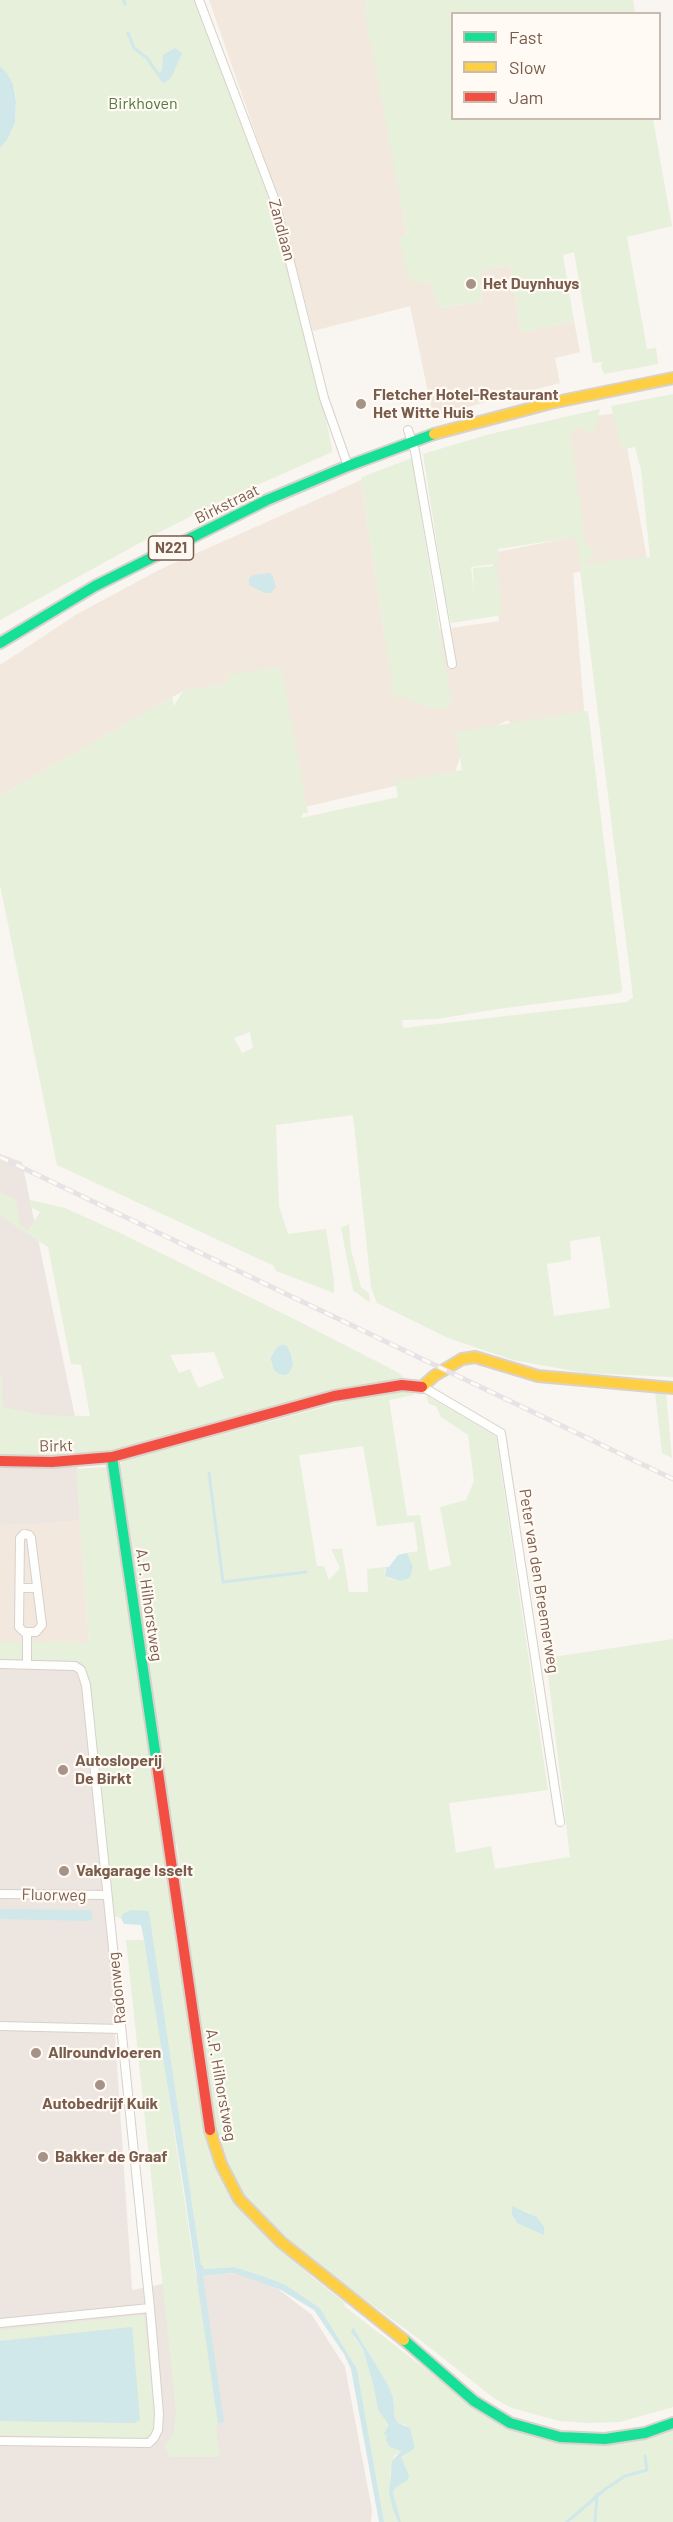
<!DOCTYPE html>
<style>
body{margin:0}
#map{position:relative;width:673px;height:2522px;overflow:hidden;background:#f9f5f0;font-family:Barlow,sans-serif}
canvas{display:block}
.legend{position:absolute;left:451px;top:12px;width:210px;height:108px;box-sizing:border-box;background:#fffaf3;border:2px solid #cabbb1;margin:0;padding:8px 10px;list-style:none;font-size:18px;color:#7a5c4d}
.legend li{display:flex;align-items:center;gap:12px;height:30px}
.legend b{width:30px;border:2px solid #cabbb1}
</style>
<div id="map">
<canvas width="673" height="2522"></canvas>
<ul class="legend">
<li><b style="height:8px;background:#16e098"></b>Fast</li>
<li><b style="height:8px;background:#ffcf43"></b>Slow</li>
<li><b style="height:8px;background:#f24e42"></b>Jam</li>
</ul>
</div>
<script>
const c = document.querySelector('canvas').getContext('2d');
c.lineJoin = 'round';
function fillPath(path, color) {
  c.fillStyle = color;
  c.fill(path, 'evenodd');
}
function shape(rows) {
  const path = new Path2D();
  for (const r of rows) {
    path.moveTo(r[0], r[1]);
    for (let i = 2; i < r.length; i += 2) path.lineTo(r[i], r[i + 1]);
  }
  return path;
}
function strokePath(path, color, width, dash) {
  c.strokeStyle = color;
  c.lineWidth = width;
  c.lineCap = dash ? 'butt' : 'round';
  c.setLineDash(dash || []);
  c.stroke(path);
}
function write(font, color, halo, rows, align = 'center') {
  c.font = font + ' Barlow,sans-serif';
  c.lineWidth = 4.5;
  c.setLineDash([]);
  c.textBaseline = 'middle';
  c.strokeStyle = halo;
  c.fillStyle = color;
  for (const [text, x, y, turn = 0] of rows) {
    c.save();
    c.translate(x, y);
    c.rotate((+turn || 0) * Math.PI / 180);
    c.textAlign = isNaN(turn) ? turn : align;
    if (halo) c.strokeText(text, 0, 0);
    c.fillText(text, 0, 0);
    c.restore();
  }
}
fillPath(shape([
 [209,0,366,0,407,236,399,238,432,283,439,308,482,301,479,271,510,265,521,332,574,321,580,352,555,358,560,383,433,416,410,306,313,331,278,198],
 [621,413,647,559,573,573,586,734,524,745,508,720,465,741,455,772,292,810,228,675,229,684,183,691,0,796,0,665,77,614,161,569,361,480,385,638,499,621,492,553,573,537,558,423,573,418],
 [80,1520,89,1643,0,1642,0,1525,40,1524]
]), '#f2e8de');
fillPath(shape([
 [0,1154,22,1162,75,1417,80,1520,40,1524,0,1525],
 [0,1642,89,1643,132,2290,204,2276,237,2273,278,2289,312,2315,345,2367,372,2510,371,2522,0,2522]
]), '#ede5e0');
fillPath(shape([
 [0,0,195,0,240,121,288,231,332,449,332,452,219,502,156,534,0,620,0,148,7,140,15,123,16,101,15,91,6,72,0,66],
 [366,0,633,0,635,13,452,14,452,118,653,119,672,226,627,237,647,349,656,348,658,364,604,374,601,366,603,362,593,363,574,252,563,255,574,321,521,332,510,265,479,271,482,301,438,308,432,284,408,281,399,238,407,235,364,9,367,4],
 [673,394,673,1377,585,1373,513,1360,448,1338,377,1303,371,1287,353,1115,276,1125,279,1206,288,1234,326,1229,334,1280,334,1293,276,1271,274,1266,57,1165,0,885,0,796,172,697,174,706,183,691,228,684,227,675,275,667,282,671,308,813,303,813,301,818,398,797,395,781,462,770,456,732,588,711,622,989,620,993,498,1009,437,1019,402,1020,403,1028,627,1002,633,997,576,537,498,549,499,563,471,567,474,593,473,568,497,566,502,615,451,623,445,597,423,454,486,435,600,409,593,435,580,427,570,433,585,541,595,553,584,564,650,557,641,470,635,447,622,450,611,406],
 [250,1032,253,1048,242,1053,234,1038],
 [600,1236,610,1308,554,1316,547,1264,571,1260,570,1241],
 [412,458,452,706,431,709,405,697,394,698,361,480,362,477],
 [0,1193,16,1199,20,1225,28,1230,40,1212,31,1207,30,1200,65,1208,120,1233,296,1320,399,1373,404,1378,363,1385,111,1451,42,1457,0,1456,0,1375,2,1377,3,1407,41,1415,90,1416,81,1365,71,1364,48,1247,0,1216],
 [287,1346,291,1354,293,1365,286,1374,279,1374,271,1363,270,1357,277,1347],
 [214,1352,224,1378,198,1388,190,1369,179,1373,170,1355],
 [349,1224,351,1250,361,1287,369,1293,370,1303,353,1290,341,1228],
 [399,1390,411,1390,414,1395,389,1400,407,1516,420,1515,429,1571,451,1565,440,1507,466,1500,474,1481,468,1435,441,1417,436,1406,429,1404,426,1395,496,1436,548,1790,449,1803,456,1853,491,1846,495,1869,570,1857,546,1658,673,1639,673,2407,620,2422,587,2423,559,2421,512,2408,495,2399,419,2339,323,2269,267,2222,249,2202,234,2180,224,2159,214,2126,177,1845,171,1840,119,1466,125,1458,172,1448,332,1405],
 [363,1446,377,1526,414,1522,418,1551,407,1553,413,1567,410,1578,400,1581,388,1578,384,1574,386,1567,367,1569,368,1592,349,1592,342,1549,331,1549,340,1568,329,1580,324,1566,317,1566,299,1455],
 [512,2207,530,2213,538,2231,514,2220],
 [655,1392,666,1393,672,1458,662,1453],
 [109,1467,214,2161,228,2188,256,2225,311,2276,345,2303,344,2306,485,2415,502,2424,544,2438,587,2444,620,2443,642,2439,673,2428,673,2522,401,2522,393,2492,395,2488,408,2480,401,2457,414,2449,414,2443,406,2425,398,2423,395,2418,393,2397,387,2383,355,2330,354,2338,363,2349,373,2384,378,2410,387,2421,387,2434,401,2451,394,2456,390,2474,390,2493,398,2522,384,2522,357,2369,320,2308,286,2285,263,2276,234,2267,205,2269,201,2264,149,1912,122,1914,121,1918,114,1916,89,1676,82,1663,73,1661,0,1659,0,1642,89,1643,76,1469],
 [126,1940,144,1940,150,1972,218,2423,216,2429,220,2456,217,2457,169,2457,165,2445,174,2432,176,2412],
 [144,2315,155,2409,155,2423,150,2436,137,2439,0,2435,0,2421,135,2423,132,2327,0,2341,0,2330]
]), '#e7f0db');
fillPath(shape([
 [175,48,182,53,171,78,164,83,160,80,158,74,162,70,163,55],
 [0,66,6,72,13,84,16,101,15,123,7,140,0,148],
 [270,573,273,577,276,587,271,593,265,593,249,585,249,578,253,575],
 [282,1345,287,1346,291,1354,293,1365,289,1373,285,1375,279,1374,274,1370,270,1358,277,1347],
 [407,1553,413,1567,410,1578,400,1581,385,1576,386,1567,389,1567,398,1555],
 [0,1909,88,1910,92,1912,92,1919,88,1921,0,1919],
 [131,1910,149,1911,201,2264,205,2269,234,2267,263,2276,286,2285,320,2308,357,2369,384,2522,379,2522,351,2369,344,2354,314,2310,281,2290,234,2273,203,2276,224,2422,218,2423,183,2183,144,1940,141,1925,124,1924,121,1918,122,1914],
 [512,2206,537,2217,544,2227,544,2235,517,2223,512,2215],
 [132,2327,140,2420,135,2423,0,2421,0,2341],
 [353,2327,387,2383,393,2397,395,2418,398,2423,410,2428,414,2444,414,2449,401,2457,409,2476,408,2480,395,2488,393,2492,401,2522,398,2522,393,2509,389,2493,392,2461,401,2451,390,2447,386,2440,387,2435,384,2434,388,2426,387,2422,378,2410,373,2384,363,2349,351,2332]
]), '#d0e8ea');
strokePath(shape([
 [124,0,125,4],
 [128,33,134,48,147,58,158,74],
 [209,1473,223,1582,306,1572],
 [567,2522,604,2490,625,2476,647,2470,645,2456],
 [595,2522,597,2494]
]), '#d0e8ea', 3);
const street = shape([
 [199,0,274,198,324,398,348,466],
 [408,430,415,451,452,664],
 [423,1387,501,1433,560,1822],
 [24,1534,29,1535,31,1538,42,1625,36,1632,24,1632,19,1627,20,1538,24,1534],
 [20,1588,37,1588],
 [0,1664,75,1666,81,1670,86,1685,150,2308],
 [27,1664,27,1632],
 [0,1894,107,1895],
 [0,2026,121,2029],
 [0,2323,150,2308,159,2413,158,2430,154,2438,149,2443,0,2441]
]);
const fast = shape([
 [0,643,95,586,267,500,348,466,434,434],
 [112,1457,157,1765],
 [404,2340,474,2401,510,2423,560,2437,605,2439,645,2433,673,2423]
]);
const slow = shape([
 [434,434,551,403,673,378],
 [422,1387,434,1376,462,1359,475,1357,538,1376,673,1388],
 [210,2130,221,2164,239,2199,281,2242,404,2340]
]);
const jam = shape([
 [0,1461,52,1462,112,1457,334,1396,402,1385,422,1387],
 [157,1765,210,2130]
]);
strokePath(street, '#d7d1cb', 10);
strokePath(fast, '#d9d2cb', 14);
strokePath(slow, '#d9d2cb', 14);
strokePath(jam, '#d9d2cb', 14);
strokePath(street, '#fefefd', 8);
strokePath(fast, '#16e098', 10);
strokePath(slow, '#ffcf43', 10);
strokePath(jam, '#f24e42', 10);
const rail = shape([
 [0,1157,673,1479]
]);
strokePath(rail, '#e6e3e7', 5);
strokePath(rail, '#fffaf3', 3, [9]);
for (const [x, y, r, color] of [
 [471,284,6,"#a69286"],
 [361,404,6,"#a69286"],
 [63,1770,6,"#a69286"],
 [64,1871,6,"#a69286"],
 [36,2053,6,"#a69286"],
 [100,2085,6,"#a69286"],
 [43,2157,6,"#a69286"]
]) {
  const dot = new Path2D();
  dot.arc(x, y, r, 0, 2 * Math.PI);
  c.fillStyle = color;
  c.fill(dot);
  strokePath(dot, '#fffaf3', 2);
}
for (const [x, y, w] of [
 [171,548,45]
]) {
  const box = new Path2D();
  box.roundRect(x - w / 2, y - 12, w, 24, 4.5);
  c.fillStyle = '#fffaf3';
  c.fill(box);
  strokePath(box, '#7a5c4d', 1.5);
}
write('bold 15px', '#7a5c4d', null, [
 ["N221",171,548]
]);
write('16px', '#537a41', '#fffaf3', [
 ["Birkhoven",143,104]
]);
write('16px', '#7a5c4d', '#fffaf3', [
 ["Zandlaan",282,230,75],
 ["Birkstraat",227,504,-26],
 ["Birkt",56,1446,-1],
 ["Peter van den Breemerweg",539,1581,81],
 ["A.P. Hilhorstweg",149,1605,82],
 ["Fluorweg",54,1895,1],
 ["Radonweg",117,1988,-96],
 ["A.P. Hilhorstweg",221,2085,80]
]);
write('bold 16px', '#7a5c4d', '#fffaf3', [
 ["Het Duynhuys",483,284],
 ["Fletcher Hotel-Restaurant",373,395],
 ["Het Witte Huis",373,413],
 ["Autosloperij",75,1761],
 ["De Birkt",75,1779],
 ["Vakgarage Isselt",76,1871],
 ["Allroundvloeren",48,2053],
 ["Autobedrijf Kuik",100,2104,"center"],
 ["Bakker de Graaf",55,2157]
], 'left');
</script>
====================
— EXERCISE PROMPT —
All lines above that include the word "solid" must be copied into the answer.

— RESPONSE TO THE TASK —
.legend{position:absolute;left:451px;top:12px;width:210px;height:108px;box-sizing:border-box;background:#fffaf3;border:2px solid #cabbb1;margin:0;padding:8px 10px;list-style:none;font-size:18px;color:#7a5c4d}
.legend b{width:30px;border:2px solid #cabbb1}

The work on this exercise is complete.